I find myself living in a hotel again (although this one is noticeable cleaner and insect free than my previous home away from homes), this time in the lovely city of Indore, in the state of Madhya Pradesh. I am training another round of surveyors, which consists of alternating days between classroom training and going out to rural areas to practice with doctors. At least this time the training is in Hindi, so I have more hope of figuring out what is going on since I’ve managed to learn key phrases for our project such as I have a fever, diarrhea, nausea, high blood pressure, a cough, and I am seven months pregnant and have swollen ankles. Let’s hope the Hindi I’ve learned never comes in handy.

I’ve noticed that I can be cruising along over here and almost forget that I’m in India and then something happens and it becomes oh so clear that I’m not in Kansas anymore. Yesterday, I walked into the lobby of my hotel with Rajan, a coworker of mine who is running the training. We were heading up to my room to work on my laptop when the woman at the front desk stopped us. She kindly explained to us that it was hotel policy not to allow a man in a single woman’s room. I felt like I was in boarding school or something, I wanted to ask if it was alright if we kept the door open and had housekeeping chaperone us. Then I thought of asking “well then how am I supposed to have an illicit affair with him?” I settled for offering to bring the laptop down to the lobby.
One of the doctors we observed yesterday managed to see 30 patients in the 30 minutes we were there. Sadly this isn’t really out of the ordinary over here. Actually, doctors here operate with an efficiency that I wish would catch on in other sectors. Patient comes in, tells the doc what’s wrong, doctor asks 0 to 3 questions, hands out some drugs, takes some money, and calls up the next guy. What was amazing about this particular doctor, though, is that he went 30 for 30 with the injections. I mean, I’ve seen a lot of injection-happy doctors over here, but this was the first I’ve seen where literally every patient, no matter what they complained of, got the needle. Stomach ache, cough, sore throat, injured arm, it’s all the same, shoot ‘em up. As a perma-needio-phile (my own term for my perpetual and deep seated fear of needles), I broke out into a sweat and nearly started to cry just being in there.
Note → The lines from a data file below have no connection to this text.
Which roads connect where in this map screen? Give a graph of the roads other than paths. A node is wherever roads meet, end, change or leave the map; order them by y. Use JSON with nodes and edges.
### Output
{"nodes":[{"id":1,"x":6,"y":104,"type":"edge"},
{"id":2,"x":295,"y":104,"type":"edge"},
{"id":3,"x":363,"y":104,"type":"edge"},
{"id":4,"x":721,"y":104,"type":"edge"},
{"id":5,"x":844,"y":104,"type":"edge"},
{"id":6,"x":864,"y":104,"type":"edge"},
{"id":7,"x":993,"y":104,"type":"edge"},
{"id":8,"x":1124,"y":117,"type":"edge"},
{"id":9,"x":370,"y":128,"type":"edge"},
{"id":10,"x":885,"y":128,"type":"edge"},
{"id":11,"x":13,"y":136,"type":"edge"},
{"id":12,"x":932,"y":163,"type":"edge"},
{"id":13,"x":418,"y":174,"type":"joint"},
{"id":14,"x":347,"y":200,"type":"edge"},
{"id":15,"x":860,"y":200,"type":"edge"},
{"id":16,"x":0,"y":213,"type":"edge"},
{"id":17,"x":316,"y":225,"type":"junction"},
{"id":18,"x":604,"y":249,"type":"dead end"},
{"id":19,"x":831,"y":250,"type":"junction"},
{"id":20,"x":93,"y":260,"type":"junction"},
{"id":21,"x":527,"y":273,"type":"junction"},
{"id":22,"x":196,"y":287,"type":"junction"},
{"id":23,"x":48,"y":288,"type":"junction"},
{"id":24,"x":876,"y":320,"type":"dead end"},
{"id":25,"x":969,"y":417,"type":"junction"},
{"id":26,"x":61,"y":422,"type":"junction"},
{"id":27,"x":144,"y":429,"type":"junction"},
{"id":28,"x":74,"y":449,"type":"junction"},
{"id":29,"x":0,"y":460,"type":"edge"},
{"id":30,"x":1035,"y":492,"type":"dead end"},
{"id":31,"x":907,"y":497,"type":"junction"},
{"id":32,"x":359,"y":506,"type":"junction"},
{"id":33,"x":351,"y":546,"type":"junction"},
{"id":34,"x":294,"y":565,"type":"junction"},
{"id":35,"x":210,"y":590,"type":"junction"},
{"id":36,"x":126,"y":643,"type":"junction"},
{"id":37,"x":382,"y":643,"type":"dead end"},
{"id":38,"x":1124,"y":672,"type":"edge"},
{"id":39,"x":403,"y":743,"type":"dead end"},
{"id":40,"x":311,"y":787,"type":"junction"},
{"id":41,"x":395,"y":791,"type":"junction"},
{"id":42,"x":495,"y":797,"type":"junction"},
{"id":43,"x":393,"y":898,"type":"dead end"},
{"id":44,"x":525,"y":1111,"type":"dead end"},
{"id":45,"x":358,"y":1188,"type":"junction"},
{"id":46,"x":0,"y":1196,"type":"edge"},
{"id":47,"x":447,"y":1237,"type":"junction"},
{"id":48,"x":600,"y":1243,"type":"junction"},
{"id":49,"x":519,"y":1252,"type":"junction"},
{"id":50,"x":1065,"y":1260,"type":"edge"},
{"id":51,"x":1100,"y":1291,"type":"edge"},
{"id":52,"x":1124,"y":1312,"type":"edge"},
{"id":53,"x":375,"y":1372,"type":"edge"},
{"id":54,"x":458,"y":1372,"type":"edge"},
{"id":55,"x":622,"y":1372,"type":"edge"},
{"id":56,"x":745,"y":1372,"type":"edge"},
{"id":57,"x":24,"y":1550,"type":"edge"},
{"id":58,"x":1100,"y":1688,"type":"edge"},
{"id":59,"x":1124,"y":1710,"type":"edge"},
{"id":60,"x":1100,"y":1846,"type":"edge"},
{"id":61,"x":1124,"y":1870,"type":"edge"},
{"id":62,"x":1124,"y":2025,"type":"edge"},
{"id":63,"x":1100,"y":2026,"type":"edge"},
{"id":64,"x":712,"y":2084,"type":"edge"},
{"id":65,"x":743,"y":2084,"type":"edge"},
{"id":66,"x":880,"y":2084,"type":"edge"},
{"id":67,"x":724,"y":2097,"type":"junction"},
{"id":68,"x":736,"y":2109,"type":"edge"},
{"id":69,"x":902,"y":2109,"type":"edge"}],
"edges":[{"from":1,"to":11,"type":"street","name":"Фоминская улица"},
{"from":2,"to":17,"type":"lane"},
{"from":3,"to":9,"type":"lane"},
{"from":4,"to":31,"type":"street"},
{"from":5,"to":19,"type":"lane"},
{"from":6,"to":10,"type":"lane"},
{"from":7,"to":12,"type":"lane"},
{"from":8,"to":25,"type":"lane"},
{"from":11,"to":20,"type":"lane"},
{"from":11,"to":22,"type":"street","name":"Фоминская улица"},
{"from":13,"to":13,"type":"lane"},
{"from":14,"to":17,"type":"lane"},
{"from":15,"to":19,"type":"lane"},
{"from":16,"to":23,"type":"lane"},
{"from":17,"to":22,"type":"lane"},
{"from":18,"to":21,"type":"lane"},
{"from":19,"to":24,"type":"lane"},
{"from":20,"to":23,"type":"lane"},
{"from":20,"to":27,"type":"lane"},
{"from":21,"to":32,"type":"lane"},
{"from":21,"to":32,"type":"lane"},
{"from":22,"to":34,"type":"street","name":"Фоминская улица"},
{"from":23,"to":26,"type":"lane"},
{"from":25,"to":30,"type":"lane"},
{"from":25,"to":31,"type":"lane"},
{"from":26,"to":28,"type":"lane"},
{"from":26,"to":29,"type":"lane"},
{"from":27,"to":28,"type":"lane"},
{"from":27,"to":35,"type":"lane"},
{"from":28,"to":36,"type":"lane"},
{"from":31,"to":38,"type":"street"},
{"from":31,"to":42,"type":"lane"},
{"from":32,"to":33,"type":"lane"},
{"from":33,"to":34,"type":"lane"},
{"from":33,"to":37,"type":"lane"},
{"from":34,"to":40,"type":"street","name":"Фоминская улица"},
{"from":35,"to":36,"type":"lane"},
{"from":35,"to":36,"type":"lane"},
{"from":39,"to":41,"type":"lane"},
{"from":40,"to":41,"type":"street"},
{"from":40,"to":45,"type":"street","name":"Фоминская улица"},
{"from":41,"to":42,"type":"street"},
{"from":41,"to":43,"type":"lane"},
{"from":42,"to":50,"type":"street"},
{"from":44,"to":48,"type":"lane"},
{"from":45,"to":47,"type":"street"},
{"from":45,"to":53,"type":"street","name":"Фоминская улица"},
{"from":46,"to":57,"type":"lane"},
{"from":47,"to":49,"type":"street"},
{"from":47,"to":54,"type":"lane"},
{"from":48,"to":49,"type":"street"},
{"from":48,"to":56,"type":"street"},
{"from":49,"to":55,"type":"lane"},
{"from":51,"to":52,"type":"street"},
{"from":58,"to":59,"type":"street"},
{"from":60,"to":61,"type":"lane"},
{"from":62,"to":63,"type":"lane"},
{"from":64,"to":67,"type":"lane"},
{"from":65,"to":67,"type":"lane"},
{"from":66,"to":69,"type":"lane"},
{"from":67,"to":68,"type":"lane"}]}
Before I came to India, people told me that being here would open my eyes and change my perspective of the world. Well friends, let me tell you that has definitely happened. My definition of what it means to have access to healthcare has most certainly expanded. When I came here, health care access was synonymous in my mind with health insurance access, because at home, as long as you have the latter you automatically get the former. Here, the high cost of a hospital visit and the idea of having insurance to protect against future health problems is the last thing on most peoples’ minds. For these people, heath care access means not walking over an hour to get to a government clinic only to find that the doctor hasn’t shown up all week because he gets paid even if he isn’t at work. For those who can afford it, a private clinic offers an alternative in which they can actually see a doctor, but in some cases his diagnosis and treatment are so far off he can actually make them worse. Now that is a healthcare access problem. We had a sense that we would find these kinds of things, but our study is the first to survey both households (to find out how they choose which doctor to go to) and medical providers (to find out how much they know and how they treat patients) in order to try and come up with the most efficient (economists love efficiency after all) and effective solution. Even without having to pass legislation through both the House and the Senate, it’s still easier said than done.